■ **DATA EXTRACT**:

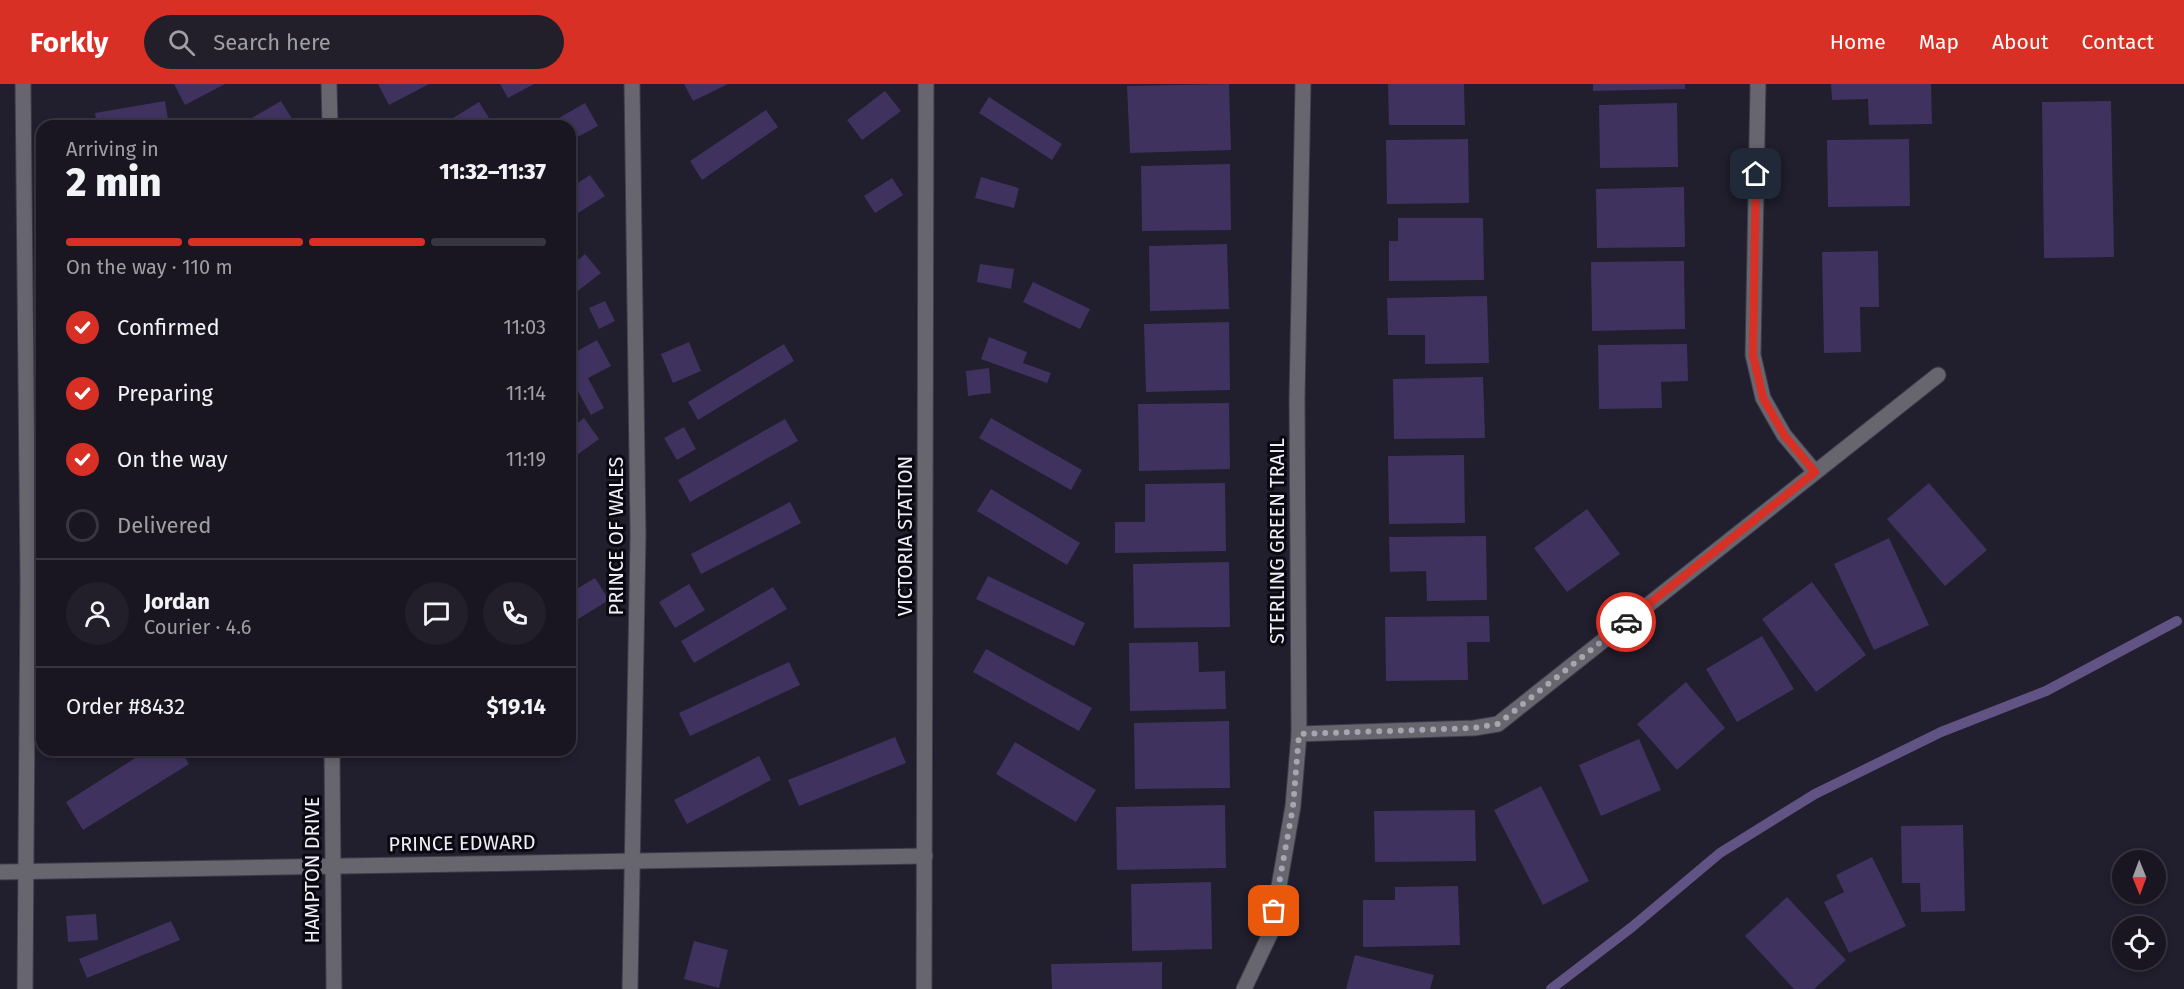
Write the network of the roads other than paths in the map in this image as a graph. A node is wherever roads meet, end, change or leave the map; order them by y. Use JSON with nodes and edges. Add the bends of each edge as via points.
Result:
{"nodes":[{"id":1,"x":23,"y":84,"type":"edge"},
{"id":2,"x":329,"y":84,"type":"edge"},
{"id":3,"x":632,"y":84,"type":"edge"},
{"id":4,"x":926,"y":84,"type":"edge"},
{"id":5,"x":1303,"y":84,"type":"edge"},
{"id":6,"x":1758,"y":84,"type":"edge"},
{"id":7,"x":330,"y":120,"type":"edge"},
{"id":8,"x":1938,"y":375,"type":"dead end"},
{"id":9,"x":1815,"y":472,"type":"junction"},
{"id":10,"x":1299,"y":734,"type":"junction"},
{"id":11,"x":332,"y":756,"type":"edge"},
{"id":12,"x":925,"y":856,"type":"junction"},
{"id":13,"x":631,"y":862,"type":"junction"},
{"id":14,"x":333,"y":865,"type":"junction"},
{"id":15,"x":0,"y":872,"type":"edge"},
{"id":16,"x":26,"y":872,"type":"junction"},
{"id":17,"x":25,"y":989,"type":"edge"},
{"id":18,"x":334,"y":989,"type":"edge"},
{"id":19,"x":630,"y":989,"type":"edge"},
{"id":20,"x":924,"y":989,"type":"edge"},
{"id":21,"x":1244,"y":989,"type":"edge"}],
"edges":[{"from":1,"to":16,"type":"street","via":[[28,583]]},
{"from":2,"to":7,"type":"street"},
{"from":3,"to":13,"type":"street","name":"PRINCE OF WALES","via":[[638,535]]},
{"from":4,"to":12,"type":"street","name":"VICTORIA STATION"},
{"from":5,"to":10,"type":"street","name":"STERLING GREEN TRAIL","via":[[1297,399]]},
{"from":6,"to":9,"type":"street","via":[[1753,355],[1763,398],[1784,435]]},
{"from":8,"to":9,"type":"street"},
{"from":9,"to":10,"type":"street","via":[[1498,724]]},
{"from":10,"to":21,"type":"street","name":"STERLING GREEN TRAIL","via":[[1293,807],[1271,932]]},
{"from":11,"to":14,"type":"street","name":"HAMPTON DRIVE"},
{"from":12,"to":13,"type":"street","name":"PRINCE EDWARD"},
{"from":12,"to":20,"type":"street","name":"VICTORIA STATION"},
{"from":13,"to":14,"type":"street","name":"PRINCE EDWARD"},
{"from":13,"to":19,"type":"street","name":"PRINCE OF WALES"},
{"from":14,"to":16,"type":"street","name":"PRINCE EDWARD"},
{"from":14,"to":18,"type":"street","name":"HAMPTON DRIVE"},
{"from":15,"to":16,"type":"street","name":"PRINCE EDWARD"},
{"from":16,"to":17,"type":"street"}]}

---

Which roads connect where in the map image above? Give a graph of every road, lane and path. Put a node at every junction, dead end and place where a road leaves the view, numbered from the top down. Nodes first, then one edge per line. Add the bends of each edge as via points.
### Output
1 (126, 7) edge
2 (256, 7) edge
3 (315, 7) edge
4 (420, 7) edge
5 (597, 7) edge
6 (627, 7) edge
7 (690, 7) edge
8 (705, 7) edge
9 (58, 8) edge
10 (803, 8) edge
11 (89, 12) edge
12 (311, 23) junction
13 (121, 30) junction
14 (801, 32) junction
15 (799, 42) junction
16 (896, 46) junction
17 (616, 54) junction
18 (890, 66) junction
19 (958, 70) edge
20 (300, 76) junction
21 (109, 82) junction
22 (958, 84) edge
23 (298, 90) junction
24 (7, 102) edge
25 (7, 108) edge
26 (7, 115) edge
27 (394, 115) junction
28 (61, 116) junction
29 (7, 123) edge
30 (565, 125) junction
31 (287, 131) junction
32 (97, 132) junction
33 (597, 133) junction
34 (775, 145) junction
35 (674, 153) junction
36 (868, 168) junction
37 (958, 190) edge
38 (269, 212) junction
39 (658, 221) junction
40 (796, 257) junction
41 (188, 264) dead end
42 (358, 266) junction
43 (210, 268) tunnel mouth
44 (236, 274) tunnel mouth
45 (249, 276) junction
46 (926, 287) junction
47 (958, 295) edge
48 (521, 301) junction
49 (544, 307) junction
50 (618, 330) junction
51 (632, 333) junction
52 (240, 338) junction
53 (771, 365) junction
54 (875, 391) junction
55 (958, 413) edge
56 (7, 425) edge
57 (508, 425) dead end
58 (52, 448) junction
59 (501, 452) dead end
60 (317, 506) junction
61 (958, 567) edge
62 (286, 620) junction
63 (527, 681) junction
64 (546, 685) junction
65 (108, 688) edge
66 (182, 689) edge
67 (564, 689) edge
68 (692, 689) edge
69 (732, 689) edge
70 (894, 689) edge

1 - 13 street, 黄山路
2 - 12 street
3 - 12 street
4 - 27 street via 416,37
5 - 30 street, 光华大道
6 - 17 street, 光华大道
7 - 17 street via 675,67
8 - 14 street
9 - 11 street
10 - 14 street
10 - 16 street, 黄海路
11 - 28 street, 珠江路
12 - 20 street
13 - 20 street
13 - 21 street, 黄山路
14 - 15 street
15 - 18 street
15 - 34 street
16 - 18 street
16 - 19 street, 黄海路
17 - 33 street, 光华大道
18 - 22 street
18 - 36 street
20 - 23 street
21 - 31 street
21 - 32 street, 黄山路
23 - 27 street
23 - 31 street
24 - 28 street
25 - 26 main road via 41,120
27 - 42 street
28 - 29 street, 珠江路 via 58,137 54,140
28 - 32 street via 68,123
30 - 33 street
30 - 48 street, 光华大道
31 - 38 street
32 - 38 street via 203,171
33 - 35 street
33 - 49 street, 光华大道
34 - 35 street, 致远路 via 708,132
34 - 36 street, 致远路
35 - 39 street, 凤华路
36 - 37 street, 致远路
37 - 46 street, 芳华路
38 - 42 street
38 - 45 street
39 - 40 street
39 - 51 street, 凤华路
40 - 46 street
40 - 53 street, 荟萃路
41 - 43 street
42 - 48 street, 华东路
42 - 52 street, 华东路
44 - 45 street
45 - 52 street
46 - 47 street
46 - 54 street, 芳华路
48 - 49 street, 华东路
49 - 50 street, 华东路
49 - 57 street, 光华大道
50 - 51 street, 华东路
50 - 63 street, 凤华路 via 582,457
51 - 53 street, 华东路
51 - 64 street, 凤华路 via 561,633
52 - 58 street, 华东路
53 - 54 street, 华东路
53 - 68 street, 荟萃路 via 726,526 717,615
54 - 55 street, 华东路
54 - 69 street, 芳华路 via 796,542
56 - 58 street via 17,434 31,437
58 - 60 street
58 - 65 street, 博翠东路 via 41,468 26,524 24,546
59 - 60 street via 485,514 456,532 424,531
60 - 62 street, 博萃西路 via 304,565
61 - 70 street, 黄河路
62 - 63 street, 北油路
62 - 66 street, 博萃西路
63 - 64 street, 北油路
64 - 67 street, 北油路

■ **TASK TO CARRY OUT**: Find and copy each line above holding "PRINCE".

■ **TASK RESPONSE**:
{"from":3,"to":13,"type":"street","name":"PRINCE OF WALES","via":[[638,535]]},
{"from":12,"to":13,"type":"street","name":"PRINCE EDWARD"},
{"from":13,"to":14,"type":"street","name":"PRINCE EDWARD"},
{"from":13,"to":19,"type":"street","name":"PRINCE OF WALES"},
{"from":14,"to":16,"type":"street","name":"PRINCE EDWARD"},
{"from":15,"to":16,"type":"street","name":"PRINCE EDWARD"},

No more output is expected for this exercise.